With Nelson Mandela’s unfortunate demise came the word from Polaris Images to cover the event for the news desk.  It has been a hectic week to say the least.  From Cape Town, to Joburg to Pretoria to deepest Soweto… From one day to the next it was a continuous never-ending job – hard on the body n soul…  averaging 3/4 hours sleep a night… But having said that – it was great to have covered the 10 days of mourning for South Africa’s ‘greatest son’  (the personal highlight having to be the FNB Stadium memorial service last Tues… nothing beats seeing 500-600 people dancing and running towards you all at full voice singing Madiba’s struggle songs).

As for actual work, well – for these big events – there is not much scope for achieving so much outside those already in the wire pool (your usual suspects of AFP, AP, Reuters etc) or those working with papers already.  When I phoned and emailed round pic desks – ominously – those editors who were also photogs – all had auto-emails stating ‘back nxt week Wednesday’.  As one editor described it to me – it’s just one big ‘cluster-f*ck’ when it comes to assigning with this whole thing!’.  Turning up for accred in Joburg said it all… me n a colleague spent part of the three hours waiting to get the badge trying to work out how many journos had rocked up in Joburg – Our best guess was around 8000-10,000.. those at the London and Beijing Olympics said those events were nothing compared to this…

As for assignments… After the first few, it pretty much trickled down to snail’s pace as the week wore on.   And to be honest – the scope you had for decent photography was limited to a degree to generally people celebrating (mostly) or mourning – in one way or another – Madiba’s passing as well as all the symbols and pics of him everywhere around.

So why do it?  Well – apart from the actual experience of working on such a momentous occasion, and working with Polaris (who I honestly enjoy working with and are becoming a regular employer, esp in other fields of photog), I do also miss doing this kind of work I must say.  As I have said countless times – as a business model – it doesn’t make too much sense esp with these big events – but on a personal level, I do still enjoy and feel am good at it (once back in the zone).

It is interesting though – from a business perspective – that I was initially offered a full 6 day commission at the outset with a Scandinavian paper for the event that would have more than paid my trip and expenses. 6 months ago, when Madiba first reportedly became ill, the same paper had offered me a commission then but – because they would not cover my transport costs from Cape Town to Joburg, I declined as it would have cost me more to do the job.  Now – I could have had a far better more lucrative job with them (seeing as I was up there anyway).  Instead they went with the initial photog who worked for them 6 months ago.  I am def not disappointed though.. The relative freedom allowed me to cover a wide range of different news perspectives and – upon request from Polaris – lead me to the curious case of the fake deaf interpreter, Thamsanqa Jantjie, which was by far the work highlight of the last week (and smthg I will blog about next).
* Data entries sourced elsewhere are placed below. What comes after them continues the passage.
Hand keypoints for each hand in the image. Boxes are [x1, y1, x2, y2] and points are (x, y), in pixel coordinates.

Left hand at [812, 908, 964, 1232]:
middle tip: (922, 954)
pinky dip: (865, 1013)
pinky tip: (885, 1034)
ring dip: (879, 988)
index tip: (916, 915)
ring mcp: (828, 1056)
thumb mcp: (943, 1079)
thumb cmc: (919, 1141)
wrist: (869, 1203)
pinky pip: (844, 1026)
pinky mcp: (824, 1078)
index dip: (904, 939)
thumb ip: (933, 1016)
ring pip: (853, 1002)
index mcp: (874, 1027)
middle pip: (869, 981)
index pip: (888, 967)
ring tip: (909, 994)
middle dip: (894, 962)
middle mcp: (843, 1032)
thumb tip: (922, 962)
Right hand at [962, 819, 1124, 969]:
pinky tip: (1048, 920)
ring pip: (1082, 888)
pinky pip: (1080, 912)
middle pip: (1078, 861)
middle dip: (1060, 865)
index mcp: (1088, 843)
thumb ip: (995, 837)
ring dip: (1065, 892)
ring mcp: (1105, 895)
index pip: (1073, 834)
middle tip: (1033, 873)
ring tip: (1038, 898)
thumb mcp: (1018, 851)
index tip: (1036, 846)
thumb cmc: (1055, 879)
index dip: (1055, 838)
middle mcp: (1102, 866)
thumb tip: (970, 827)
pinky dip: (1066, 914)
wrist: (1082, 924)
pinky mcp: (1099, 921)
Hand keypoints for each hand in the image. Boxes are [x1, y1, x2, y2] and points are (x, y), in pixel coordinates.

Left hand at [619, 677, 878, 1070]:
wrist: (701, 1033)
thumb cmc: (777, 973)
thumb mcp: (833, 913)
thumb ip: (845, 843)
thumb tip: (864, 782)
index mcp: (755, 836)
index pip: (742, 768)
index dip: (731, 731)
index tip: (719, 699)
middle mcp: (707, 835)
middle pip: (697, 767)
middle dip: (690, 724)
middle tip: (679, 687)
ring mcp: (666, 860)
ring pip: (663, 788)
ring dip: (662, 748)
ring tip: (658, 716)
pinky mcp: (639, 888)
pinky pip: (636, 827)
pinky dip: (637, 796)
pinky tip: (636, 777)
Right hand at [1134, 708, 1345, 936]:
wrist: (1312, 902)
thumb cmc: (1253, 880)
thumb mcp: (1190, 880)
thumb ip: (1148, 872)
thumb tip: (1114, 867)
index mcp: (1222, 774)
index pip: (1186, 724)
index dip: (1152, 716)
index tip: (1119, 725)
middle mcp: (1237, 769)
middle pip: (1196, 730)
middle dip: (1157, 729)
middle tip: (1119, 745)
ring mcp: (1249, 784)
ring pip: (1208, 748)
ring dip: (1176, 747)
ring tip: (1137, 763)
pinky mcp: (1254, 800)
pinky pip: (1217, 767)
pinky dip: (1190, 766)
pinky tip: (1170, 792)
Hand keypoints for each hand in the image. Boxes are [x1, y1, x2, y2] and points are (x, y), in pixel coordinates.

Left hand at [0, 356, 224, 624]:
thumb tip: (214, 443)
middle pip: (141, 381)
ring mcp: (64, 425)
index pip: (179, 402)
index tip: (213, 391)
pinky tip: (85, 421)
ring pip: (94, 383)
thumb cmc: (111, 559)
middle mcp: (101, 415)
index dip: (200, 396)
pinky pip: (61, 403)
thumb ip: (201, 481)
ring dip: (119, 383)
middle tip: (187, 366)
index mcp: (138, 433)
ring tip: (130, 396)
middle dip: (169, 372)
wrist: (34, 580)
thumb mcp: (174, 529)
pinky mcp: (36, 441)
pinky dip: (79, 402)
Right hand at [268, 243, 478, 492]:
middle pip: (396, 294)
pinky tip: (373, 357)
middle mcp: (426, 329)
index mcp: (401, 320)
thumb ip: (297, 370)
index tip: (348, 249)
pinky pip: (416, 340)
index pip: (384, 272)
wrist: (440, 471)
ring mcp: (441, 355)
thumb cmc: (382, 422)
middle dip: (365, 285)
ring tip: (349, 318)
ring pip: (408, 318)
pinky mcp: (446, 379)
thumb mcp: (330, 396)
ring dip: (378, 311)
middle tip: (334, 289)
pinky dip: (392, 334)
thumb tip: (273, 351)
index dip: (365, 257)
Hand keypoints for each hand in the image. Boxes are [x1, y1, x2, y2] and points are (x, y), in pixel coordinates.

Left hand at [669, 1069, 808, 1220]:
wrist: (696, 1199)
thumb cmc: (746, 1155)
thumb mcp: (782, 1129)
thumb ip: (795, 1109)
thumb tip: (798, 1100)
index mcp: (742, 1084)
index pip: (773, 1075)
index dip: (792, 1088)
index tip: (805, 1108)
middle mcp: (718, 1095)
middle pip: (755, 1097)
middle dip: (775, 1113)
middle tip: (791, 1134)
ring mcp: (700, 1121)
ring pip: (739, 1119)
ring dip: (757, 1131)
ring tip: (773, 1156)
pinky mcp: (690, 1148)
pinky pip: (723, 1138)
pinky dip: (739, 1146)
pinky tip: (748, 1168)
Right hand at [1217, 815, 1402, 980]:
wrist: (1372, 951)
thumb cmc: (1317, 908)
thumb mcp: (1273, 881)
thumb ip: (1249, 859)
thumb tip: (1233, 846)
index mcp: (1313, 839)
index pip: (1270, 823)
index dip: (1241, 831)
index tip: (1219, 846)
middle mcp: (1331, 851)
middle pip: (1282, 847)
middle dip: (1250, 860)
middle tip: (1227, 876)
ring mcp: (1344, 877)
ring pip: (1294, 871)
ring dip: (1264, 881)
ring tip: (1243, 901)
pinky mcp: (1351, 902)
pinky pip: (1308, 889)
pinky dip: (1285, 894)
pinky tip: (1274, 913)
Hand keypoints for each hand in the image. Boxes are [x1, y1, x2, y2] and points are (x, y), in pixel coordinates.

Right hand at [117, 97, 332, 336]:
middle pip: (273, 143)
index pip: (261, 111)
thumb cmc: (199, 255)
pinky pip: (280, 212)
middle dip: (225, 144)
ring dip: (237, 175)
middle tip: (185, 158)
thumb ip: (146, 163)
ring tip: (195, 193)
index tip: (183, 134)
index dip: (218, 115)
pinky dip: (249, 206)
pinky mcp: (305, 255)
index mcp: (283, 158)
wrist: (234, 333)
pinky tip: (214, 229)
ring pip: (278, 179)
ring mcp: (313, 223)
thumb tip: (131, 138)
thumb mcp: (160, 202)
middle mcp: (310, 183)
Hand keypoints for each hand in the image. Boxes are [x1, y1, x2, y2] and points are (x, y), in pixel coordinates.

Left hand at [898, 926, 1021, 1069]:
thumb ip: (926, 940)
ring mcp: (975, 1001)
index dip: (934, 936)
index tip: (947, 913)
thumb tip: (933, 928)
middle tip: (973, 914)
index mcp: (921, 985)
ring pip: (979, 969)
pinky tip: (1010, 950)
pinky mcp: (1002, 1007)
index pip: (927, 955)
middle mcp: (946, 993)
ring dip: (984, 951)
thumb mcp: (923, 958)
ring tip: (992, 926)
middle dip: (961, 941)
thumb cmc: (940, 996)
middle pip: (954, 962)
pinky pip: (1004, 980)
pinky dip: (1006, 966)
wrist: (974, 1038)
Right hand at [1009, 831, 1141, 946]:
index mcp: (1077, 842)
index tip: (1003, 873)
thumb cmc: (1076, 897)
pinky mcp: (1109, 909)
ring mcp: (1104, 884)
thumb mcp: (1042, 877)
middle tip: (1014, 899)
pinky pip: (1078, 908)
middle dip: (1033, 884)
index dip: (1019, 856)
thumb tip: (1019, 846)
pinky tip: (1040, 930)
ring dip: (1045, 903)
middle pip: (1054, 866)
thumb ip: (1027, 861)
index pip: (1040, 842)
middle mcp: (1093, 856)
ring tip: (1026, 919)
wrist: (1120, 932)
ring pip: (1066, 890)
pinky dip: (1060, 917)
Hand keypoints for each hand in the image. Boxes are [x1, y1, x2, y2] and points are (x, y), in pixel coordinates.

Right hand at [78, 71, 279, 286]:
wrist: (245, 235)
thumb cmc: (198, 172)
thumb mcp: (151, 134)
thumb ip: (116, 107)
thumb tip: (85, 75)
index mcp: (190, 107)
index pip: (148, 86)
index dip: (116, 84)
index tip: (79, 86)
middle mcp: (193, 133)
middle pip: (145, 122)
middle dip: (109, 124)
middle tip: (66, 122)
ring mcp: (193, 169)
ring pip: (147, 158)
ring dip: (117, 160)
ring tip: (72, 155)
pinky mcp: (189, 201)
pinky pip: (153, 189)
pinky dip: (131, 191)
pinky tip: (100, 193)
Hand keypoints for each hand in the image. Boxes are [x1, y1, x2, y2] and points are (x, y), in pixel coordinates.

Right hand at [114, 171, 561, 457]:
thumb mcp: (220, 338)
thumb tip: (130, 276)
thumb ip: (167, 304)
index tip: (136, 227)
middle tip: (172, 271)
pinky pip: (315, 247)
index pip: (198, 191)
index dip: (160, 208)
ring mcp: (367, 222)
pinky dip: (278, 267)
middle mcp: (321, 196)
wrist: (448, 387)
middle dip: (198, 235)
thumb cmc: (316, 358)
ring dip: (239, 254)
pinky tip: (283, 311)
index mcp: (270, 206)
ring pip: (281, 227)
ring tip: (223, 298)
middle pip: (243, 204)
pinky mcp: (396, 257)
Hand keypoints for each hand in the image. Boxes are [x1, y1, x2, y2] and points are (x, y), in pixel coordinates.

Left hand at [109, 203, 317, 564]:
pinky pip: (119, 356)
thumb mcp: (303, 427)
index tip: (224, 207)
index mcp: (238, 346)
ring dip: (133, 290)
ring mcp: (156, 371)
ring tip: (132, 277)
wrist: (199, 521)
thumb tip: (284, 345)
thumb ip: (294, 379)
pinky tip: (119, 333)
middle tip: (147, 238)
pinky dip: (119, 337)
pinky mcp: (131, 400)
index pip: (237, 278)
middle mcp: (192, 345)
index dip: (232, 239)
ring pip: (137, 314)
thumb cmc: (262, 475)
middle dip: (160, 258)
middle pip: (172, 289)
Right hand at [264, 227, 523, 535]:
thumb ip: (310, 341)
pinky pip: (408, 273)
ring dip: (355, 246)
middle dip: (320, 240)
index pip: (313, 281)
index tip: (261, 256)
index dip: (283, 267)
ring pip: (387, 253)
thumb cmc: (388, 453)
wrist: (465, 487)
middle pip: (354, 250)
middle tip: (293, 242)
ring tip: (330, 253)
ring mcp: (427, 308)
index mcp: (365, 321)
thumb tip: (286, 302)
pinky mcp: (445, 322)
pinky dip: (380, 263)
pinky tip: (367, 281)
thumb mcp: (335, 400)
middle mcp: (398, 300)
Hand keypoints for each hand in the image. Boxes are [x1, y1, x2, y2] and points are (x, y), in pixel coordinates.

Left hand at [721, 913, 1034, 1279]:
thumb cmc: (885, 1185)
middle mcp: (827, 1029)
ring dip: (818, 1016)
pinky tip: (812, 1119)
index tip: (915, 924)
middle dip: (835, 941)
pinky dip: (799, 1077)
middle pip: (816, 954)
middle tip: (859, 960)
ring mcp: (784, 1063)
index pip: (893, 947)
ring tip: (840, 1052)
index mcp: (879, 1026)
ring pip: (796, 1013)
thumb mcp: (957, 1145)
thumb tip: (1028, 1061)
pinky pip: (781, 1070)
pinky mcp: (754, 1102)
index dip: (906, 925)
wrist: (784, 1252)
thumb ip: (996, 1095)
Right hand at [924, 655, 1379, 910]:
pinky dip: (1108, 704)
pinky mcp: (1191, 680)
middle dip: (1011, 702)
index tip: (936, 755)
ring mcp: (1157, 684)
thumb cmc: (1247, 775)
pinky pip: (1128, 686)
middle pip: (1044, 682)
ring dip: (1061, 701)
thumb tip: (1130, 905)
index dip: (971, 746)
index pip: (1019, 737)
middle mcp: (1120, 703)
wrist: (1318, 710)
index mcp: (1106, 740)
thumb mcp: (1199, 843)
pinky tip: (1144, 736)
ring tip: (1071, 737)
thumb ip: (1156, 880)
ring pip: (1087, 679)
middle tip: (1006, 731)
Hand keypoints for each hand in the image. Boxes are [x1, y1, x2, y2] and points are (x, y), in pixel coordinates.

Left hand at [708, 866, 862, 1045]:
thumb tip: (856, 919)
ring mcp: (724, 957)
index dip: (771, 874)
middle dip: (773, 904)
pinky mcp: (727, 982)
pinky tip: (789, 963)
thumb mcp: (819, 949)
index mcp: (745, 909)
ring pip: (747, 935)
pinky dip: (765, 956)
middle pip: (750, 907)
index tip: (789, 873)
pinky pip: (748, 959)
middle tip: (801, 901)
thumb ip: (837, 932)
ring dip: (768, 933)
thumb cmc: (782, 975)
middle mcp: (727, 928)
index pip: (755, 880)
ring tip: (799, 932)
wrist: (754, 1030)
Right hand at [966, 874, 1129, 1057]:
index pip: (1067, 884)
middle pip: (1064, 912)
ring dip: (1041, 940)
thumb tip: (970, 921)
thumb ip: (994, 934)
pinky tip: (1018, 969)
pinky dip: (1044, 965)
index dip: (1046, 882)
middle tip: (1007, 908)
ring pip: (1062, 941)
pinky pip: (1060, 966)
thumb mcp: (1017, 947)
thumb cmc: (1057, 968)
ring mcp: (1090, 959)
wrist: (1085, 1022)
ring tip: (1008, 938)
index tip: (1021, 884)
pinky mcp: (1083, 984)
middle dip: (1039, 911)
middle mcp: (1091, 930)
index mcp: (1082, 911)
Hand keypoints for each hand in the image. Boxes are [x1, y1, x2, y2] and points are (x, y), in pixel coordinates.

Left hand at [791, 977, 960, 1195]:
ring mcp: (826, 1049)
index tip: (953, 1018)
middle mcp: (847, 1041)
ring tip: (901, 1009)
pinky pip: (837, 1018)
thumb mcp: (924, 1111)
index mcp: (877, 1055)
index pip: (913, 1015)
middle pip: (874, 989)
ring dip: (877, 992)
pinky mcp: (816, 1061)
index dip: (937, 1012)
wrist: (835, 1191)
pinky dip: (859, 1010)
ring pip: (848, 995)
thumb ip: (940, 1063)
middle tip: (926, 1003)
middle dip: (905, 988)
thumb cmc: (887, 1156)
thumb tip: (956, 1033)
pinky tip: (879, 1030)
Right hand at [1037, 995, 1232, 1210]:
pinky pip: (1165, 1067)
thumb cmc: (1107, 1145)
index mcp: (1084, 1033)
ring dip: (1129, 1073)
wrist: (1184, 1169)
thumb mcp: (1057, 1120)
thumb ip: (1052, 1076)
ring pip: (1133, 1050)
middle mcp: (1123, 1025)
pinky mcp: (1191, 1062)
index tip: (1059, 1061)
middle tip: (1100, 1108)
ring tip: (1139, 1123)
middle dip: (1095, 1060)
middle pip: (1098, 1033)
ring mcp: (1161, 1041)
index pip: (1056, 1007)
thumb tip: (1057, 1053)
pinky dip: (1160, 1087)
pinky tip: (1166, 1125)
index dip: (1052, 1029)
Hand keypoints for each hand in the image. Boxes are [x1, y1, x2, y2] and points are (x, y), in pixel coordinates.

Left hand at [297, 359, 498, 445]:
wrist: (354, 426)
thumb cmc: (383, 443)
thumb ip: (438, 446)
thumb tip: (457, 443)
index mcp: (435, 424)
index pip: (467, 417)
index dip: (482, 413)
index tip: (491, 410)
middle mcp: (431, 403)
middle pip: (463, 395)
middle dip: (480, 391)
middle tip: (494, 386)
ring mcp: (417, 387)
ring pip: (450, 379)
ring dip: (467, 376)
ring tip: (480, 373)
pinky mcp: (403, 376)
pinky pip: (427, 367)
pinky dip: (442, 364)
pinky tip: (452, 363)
It would prob never of happened had I gone with the commission.

Anyway – After all I have said and written the past 2 years about the disadvantages of news photography on a business and personal level, I have now written to Polaris news ed…saying that if a client asks in future, I am willing to take on the job – anywhere on the Continent – and will cover my own travel costs…

I know…

hypocrite are you bloody a…  feel free to make your own sentence up.

I am immersed this week with the Kessler Shuttle Pod and time lapse photography.  Not only am I undertaking a test stand-alone time lapse fashion shoot with a complicated 2/3 axis movement, but same day it looks like we will be hired for the first time by a commercial set to do a time lapse.  One thing I do love is the variety  there is in my job….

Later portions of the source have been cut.